The first day of the new year was spent having a much-needed Daddy & Daughter day with Maly. For whatever reasons, she and I just haven’t hung out lately. Since it was New Years Day, the whole house was off to a late start. After a late breakfast, I gave Maly a belated Christmas present, which was a pair of roller blades. She’d long since outgrown her roller skates, and we’d put off buying her a new pair for over a year.

After I’d taken care of an hours worth of chores, Maly and I went outside to try out the new roller blades. We went up and down on the sidewalk a few times, Maly on her roller blades while desperately holding onto my hand so as to not fall. After a few slow runs down the street we decided to go in the house for lunch.

I made her favorite: Greek salad. After lunch, and because we’d spent the majority of our Christmas vacation in Des Moines sick with the flu, we extended Christmas by watching A Christmas Story (“You’ll shoot your eye out!”) in the living room.

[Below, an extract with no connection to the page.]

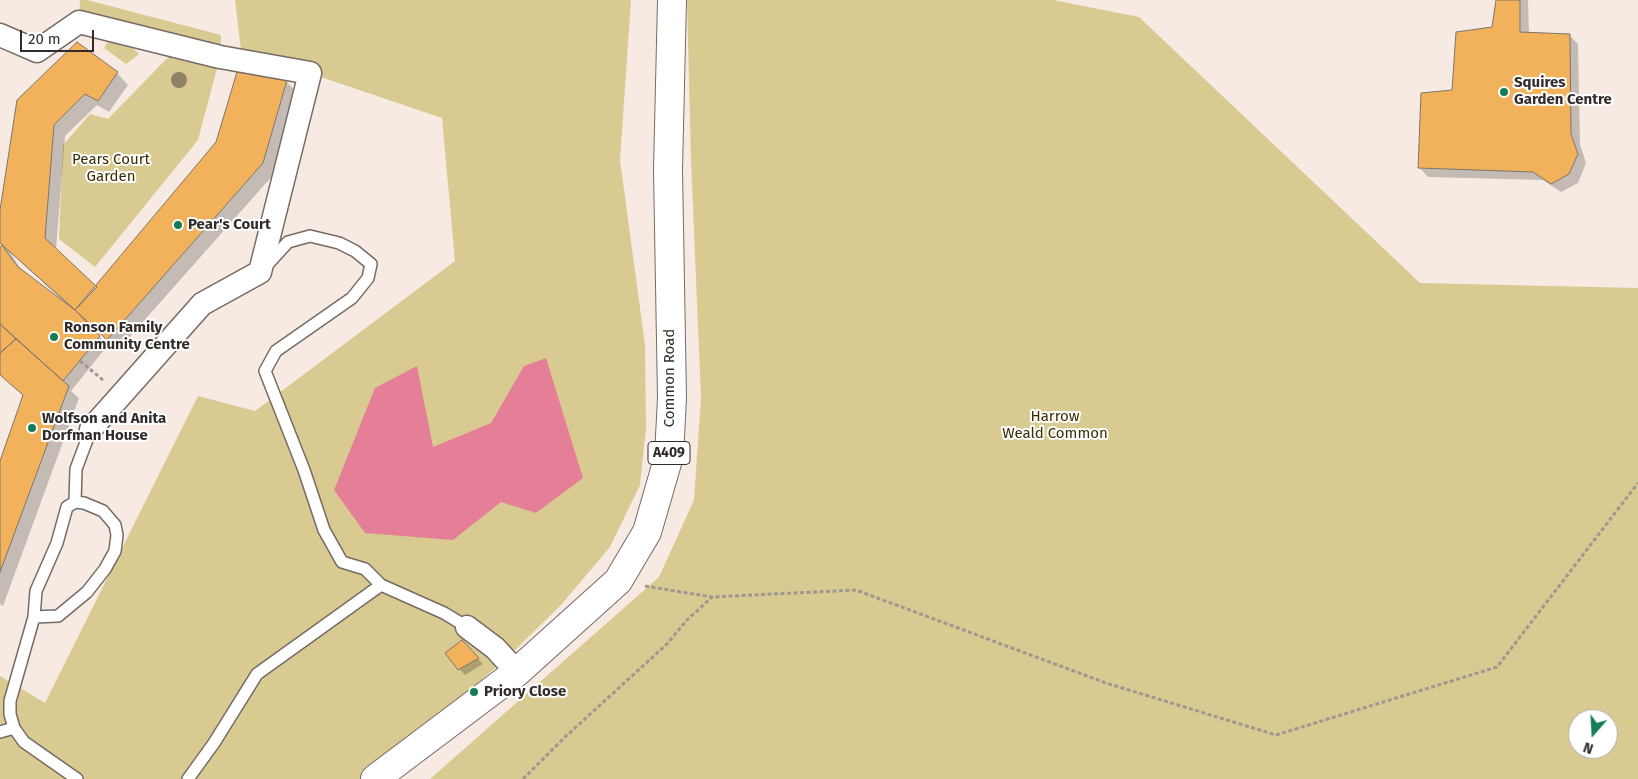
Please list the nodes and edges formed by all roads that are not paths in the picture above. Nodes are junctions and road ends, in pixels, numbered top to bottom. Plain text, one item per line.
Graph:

After the movie we played on the Atari Flashback. We played Frog Pond, Sky Diver, Hangman, Space Invaders, Yars’ Revenge, Asteroid, Basketball and Steeplechase. After an hour or so of Atari, Maly said she wanted to go back outside and try out her roller blades again. We sat on the driveway and I showed her how to put them on herself. After taking another run down our sidewalk she asked if we could go around the block. I obliged. We made a long trip of it and talked about nothing and laughed.

We made it back to the house where we found ourselves just sitting in the yard. Maly played with one of her toy ponies in the leaves. I just sat there and watched her play.

At some point we migrated to the backyard. She pulled weeds around her playhouse. We played dragons for a while. She was a water dragon. I was a fire dragon. Playing dragons really just meant I chased her around the yard.

At some point she decided she wanted to go inside. I don’t remember what the context was, but Maly proudly told Elise that she and I’d had a good Daddy/Daughter day. And I smiled proudly. It wasn’t really intentional, but it was definitely a much-needed day of just hanging out with my daughter. I’m not a resolution kind of guy, but I’ve definitely resolved to spend more spontaneous and unplanned time like that with Maly.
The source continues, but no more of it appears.